İLK DERECE MAHKEMESİ KARARI
İlk Derece Mahkemesinin 11.07.2019 tarihli ve 2019/240 Esas, 2019/414 Karar sayılı karar ile davanın yargı yolu bakımından usulden reddine karar verilmiştir.

IV.İSTİNAF
A.İstinaf Yoluna Başvuranlar
İlk Derece Mahkemesinin sayılı 11.07.2019 tarihli ve 2019/240 Esas, 2019/414 Karar sayılı kararına karşı süresi içinde davacı vekili istinaf başvurusunda bulunmuştur.

B.Gerekçe ve Sonuç
Bölge Adliye Mahkemesinin 17.12.2020 tarihli ve 2019/2437 Esas, 2020/1678 Karar sayılı kararı ile davanın esastan reddine karar verilmesi gerektiğinden bahisle yeniden esas hakkında karar verilmiştir.

V.BOZMA VE BOZMADAN SONRAKİ YARGILAMA SÜRECİ
A. Bozma Kararı
1.Bölge Adliye Mahkemesinin 17.12.2020 tarihli ve 2019/2437 Esas, 2020/1678 Karar sayılı kararına karşı süresi içinde davacı vekili temyiz isteminde bulunmuştur.

2.Dairece yapılan temyiz incelemesi sonucunda; dava konusu taşınmazın 13.09.2013 tarihinde kesinleşen 1/1000 ölçekli uygulama imar planında “lojistik ticari destek alanı ” olarak ayrıldığı ve imar planı gereğince taşınmaza fiilen el atılmadığı anlaşılmış ise de dava konusu taşınmazın uzun yıllardan beri kamu hizmetine tahsis edilmiş olması nedeniyle, fiilen el atılmamış olsa dahi mülkiyet hakkının süresi belirsiz şekilde kısıtlanması nedeniyle kamulaştırmasız el atma olgusu gerçekleşmiş olup, işin esasına girilerek karar verilmesi gerektiğinden bahisle kararın bozulmasına karar verilmiştir.

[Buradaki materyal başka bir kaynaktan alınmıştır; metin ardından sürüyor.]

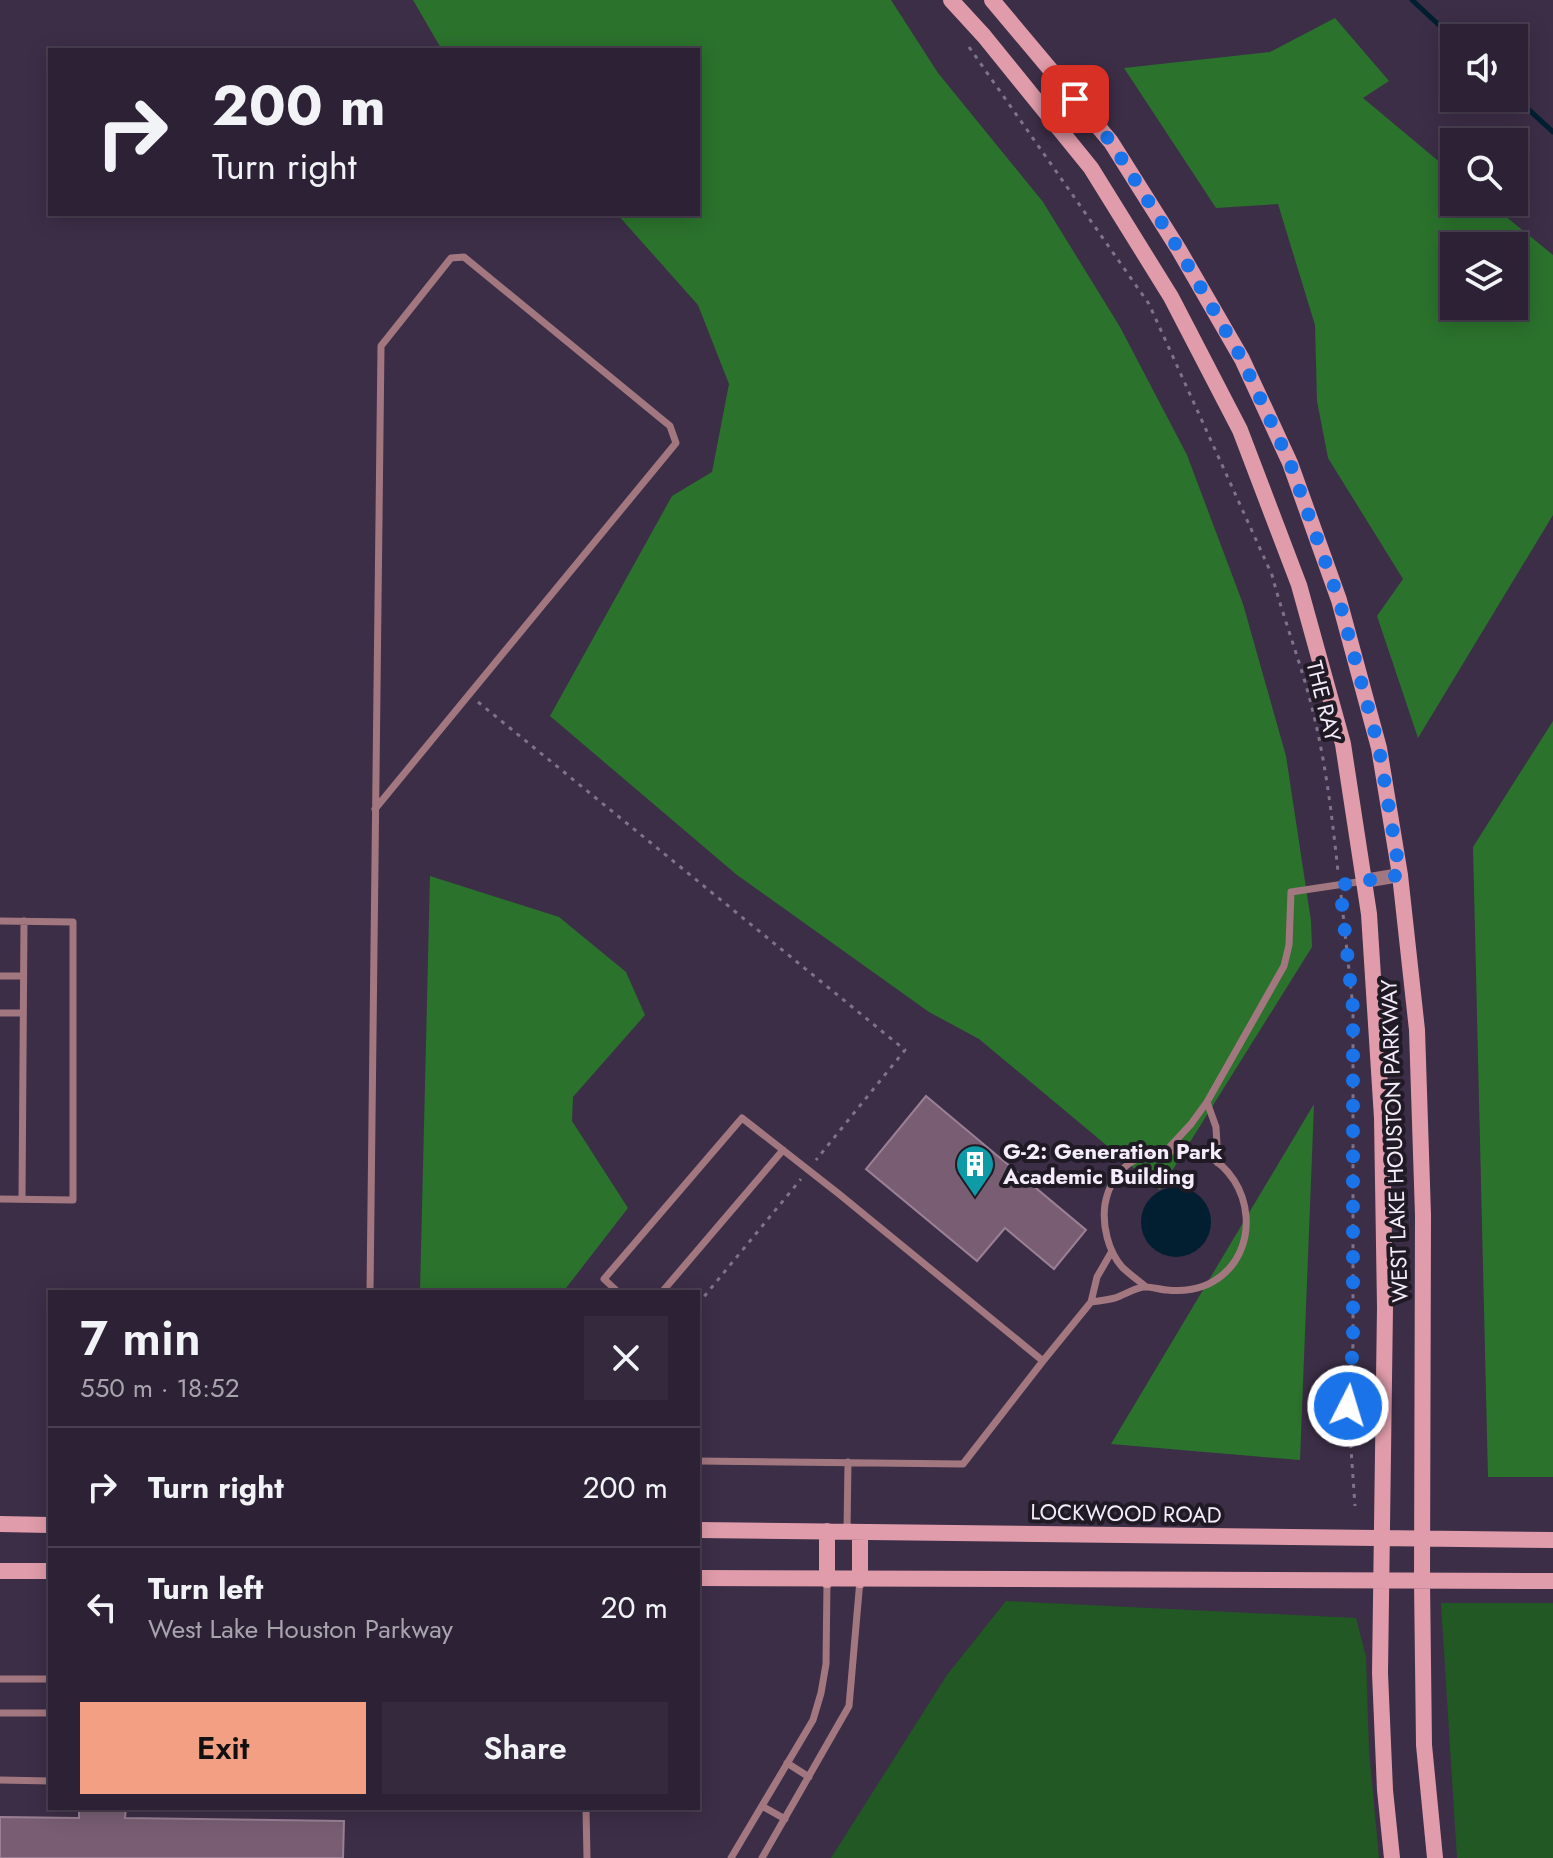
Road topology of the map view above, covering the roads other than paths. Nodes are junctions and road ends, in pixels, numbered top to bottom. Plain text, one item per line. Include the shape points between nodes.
1 (951, 0) edge
2 (992, 0) edge
3 (375, 809) junction
4 (1400, 875) junction
5 (1364, 881) junction
6 (0, 921) edge
7 (24, 921) junction
8 (0, 976) edge
9 (23, 976) junction
10 (0, 1013) edge
11 (23, 1013) junction
12 (1207, 1102) junction
13 (783, 1150) junction
14 (1166, 1151) junction
15 (1218, 1163) junction
16 (0, 1199) edge
17 (22, 1199) junction
18 (1112, 1251) junction
19 (1146, 1287) junction
20 (370, 1290) edge
21 (616, 1290) edge
22 (664, 1290) edge
23 (1091, 1302) junction
24 (1043, 1361) junction
25 (700, 1461) edge
26 (848, 1462) junction
27 (0, 1524) edge
28 (48, 1525) edge
29 (700, 1530) edge
30 (827, 1531) junction
31 (854, 1531) junction
32 (1382, 1538) junction
33 (1422, 1538) junction
34 (1553, 1540) edge
35 (0, 1571) edge
36 (48, 1571) edge
37 (700, 1578) edge
38 (827, 1580) junction
39 (860, 1580) junction
40 (1381, 1581) junction
41 (1422, 1581) junction
42 (1553, 1581) edge
43 (0, 1679) edge
44 (48, 1679) edge
45 (0, 1713) edge
46 (48, 1713) edge
47 (787, 1763) junction
48 (809, 1777) junction
49 (0, 1780) edge
50 (48, 1781) edge
51 (762, 1806) junction
52 (586, 1810) edge
53 (785, 1819) junction
54 (587, 1858) edge
55 (731, 1858) edge
56 (762, 1858) edge
57 (1392, 1858) edge
58 (1435, 1858) edge

1 - 5 main road, WEST LAKE HOUSTON PARKWAY via 1091,168 1171,297 1240,430 1299,585 1343,744
2 - 4 main road, WEST LAKE HOUSTON PARKWAY via 1111,142 1242,359 1290,463 1339,600 1379,748
3 - 3 lane via 381,346 451,258 464,257 670,426 676,443
3 - 20 lane
4 - 5 street
4 - 33 main road, WEST LAKE HOUSTON PARKWAY via 1417,1030 1423,1215
5 - 12 lane via 1291,892 1284,966
5 - 32 main road, WEST LAKE HOUSTON PARKWAY via 1382,1118
6 - 7 lane
7 - 9 lane
7 - 17 lane via 73,922 73,1200
8 - 9 lane
9 - 11 lane
10 - 11 lane
11 - 17 lane
12 - 14 lane
12 - 15 lane via 1216,1127
13 - 21 lane via 742,1118 604,1279
13 - 22 lane
13 - 24 lane
14 - 15 lane via 1192,1151
14 - 18 lane via 1137,1159 1111,1184 1103,1217
15 - 19 lane via 1235,1182 1245,1208 1246,1239 1236,1262 1199,1288
16 - 17 lane
18 - 19 lane
18 - 23 lane
19 - 23 lane
23 - 24 lane
24 - 26 lane via 963,1464
25 - 26 lane
26 - 31 lane
27 - 28 main road
29 - 30 main road, LOCKWOOD ROAD
30 - 31 main road, LOCKWOOD ROAD
30 - 38 main road
31 - 32 main road, LOCKWOOD ROAD
31 - 39 main road
32 - 33 main road, LOCKWOOD ROAD
32 - 40 main road, WEST LAKE HOUSTON PARKWAY
33 - 34 main road, LOCKWOOD ROAD
33 - 41 main road, WEST LAKE HOUSTON PARKWAY
35 - 36 main road
37 - 38 main road
38 - 39 main road
38 - 47 lane via 821,1693 813,1720
39 - 40 main road
39 - 48 lane via 849,1706
40 - 41 main road
40 - 57 main road, WEST LAKE HOUSTON PARKWAY via 1382,1748
41 - 42 main road
41 - 58 main road, WEST LAKE HOUSTON PARKWAY via 1424,1745
43 - 44 lane
45 - 46 lane
47 - 48 lane
47 - 51 lane
48 - 53 lane
49 - 50 lane
51 - 53 lane
51 - 55 lane
52 - 54 lane
53 - 56 lane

B. Bölge Adliye Mahkemesince Bozmaya Uyularak Verilen Karar
Bölge Adliye Mahkemesinin yukarıda tarih ve sayısı belirtilen kararı ile davanın taleple bağlı kalınarak kabulüne karar verilmiştir.

VI. TEMYİZ
A.Temyiz Yoluna Başvuranlar
Bölge Adliye Mahkemesinin yukarıda belirtilen kararma karşı süresi içinde davalı idare vekili temyiz isteminde bulunmuştur.

B.Temyiz Sebepleri
Davalı idare vekili temyiz dilekçesinde özetle; uygun emsal incelemesi yapılmadığını ve tespit edilen bedelin yüksek olduğunu ileri sürerek kararın bozulmasını talep etmiştir.

C.Gerekçe
1.Uyuşmazlık ve Hukuki Nitelendirme
Uyuşmazlık, kamulaştırmasız el atılan taşınmazın değerinin biçilmesi ve bedelinin tahsili hususundadır.

2.İlgili Hukuk
1.6100 sayılı Hukuk Muhakemeleri Kanunu’nun (6100 sayılı Kanun) 369 uncu maddesinin birinci fıkrası ile 370 ve 371 inci maddeleri.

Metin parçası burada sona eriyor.